This project involves the development of a resume classification system using a fine-tuned BERT model. The model classifies resumes into predefined job categories and is trained on a dataset of 2400+ resumes. The project also includes a web application for uploading resumes in PDF format and predicting the job category using Streamlit.
Accurate classification of resumes is crucial for efficient talent acquisition and human resource management. This project leverages a fine-tuned BERT model to classify resumes into specified job categories, providing a scalable solution integrated with a user-friendly web application.
- PDF Resume Upload: Upload resumes in PDF format.
- Resume Classification: Predict job categories using a fine-tuned BERT model.
- Web Application: Streamlit-based interface for easy interaction.
- Real-time Processing: Handle resume uploads and provide instant classification results.
Follow these steps to set up the project locally:
- Clone the repository:
git clone https://github.com/dvtushar/Resume-Classifier.git cd resume-classifier
- Create a virtual environment::
python -m venv venv source venv/bin/activate # On Windows: venv\Scripts\activate
- Install the required packages::
pip install -r requirements.txt
To run the Streamlit web application:
- Activate the virtual environment::
source venv/bin/activate # On Windows: venv\Scripts\activate
- Start the Streamlit application::
streamlit run app.py --server.enableXsrfProtection false
- Upload a PDF Resume:: Open your browser and go to http://localhost:8501, upload a PDF resume, and view the predicted job category.
The model training process involves the following steps:
- Data Preparation::
- Convert PDFs to text using the PyPDF2 library.

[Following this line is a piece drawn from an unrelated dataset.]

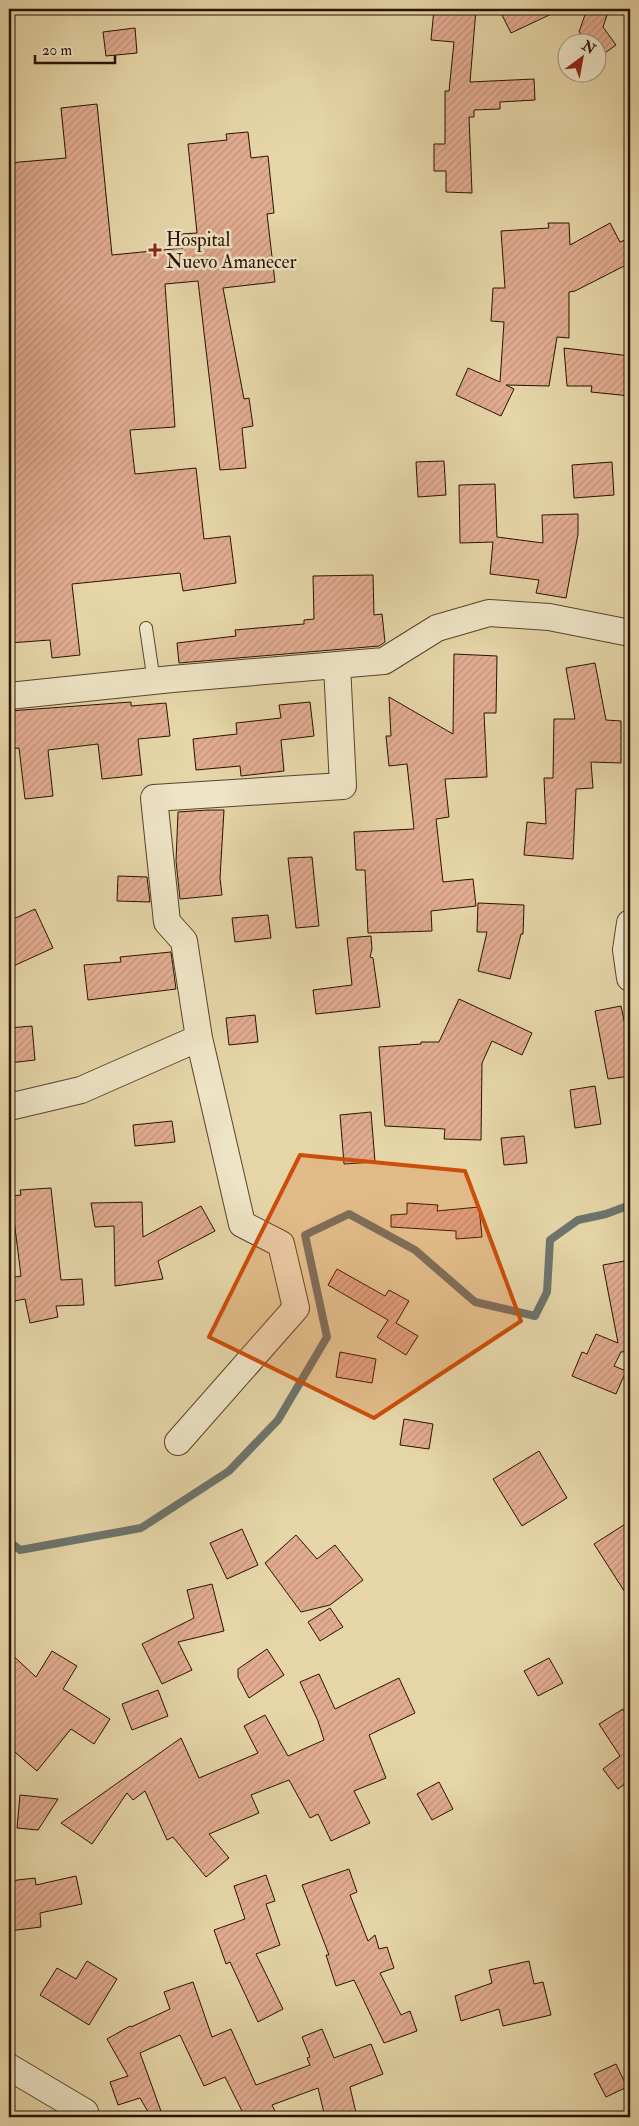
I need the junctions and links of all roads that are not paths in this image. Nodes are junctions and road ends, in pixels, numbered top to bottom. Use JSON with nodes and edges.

- Encode job categories using a label encoder.
- Tokenize the text data using BERT tokenizer.
- Fine-tuning BERT::
- Use Hugging Face's Transformers library to fine-tune the BERT model on the dataset.
- Utilize AdamW optimizer and a learning rate scheduler.
- Training Loop::
- Train the model for 3 epochs with gradient accumulation.
- Evaluate the model on validation and test datasets.
The model achieved the following performance metrics:
- Validation Accuracy: 0.7882037533512064
- Validation F1 Score: 0.79
- Test Accuracy: 0.7828418230563002
- Test F1 Score: 0.78
The Streamlit web application (app.py) allows users to upload resumes and get predictions for job categories.
The Streamlit web application (app.py) allows users to upload resumes and get predictions for job categories.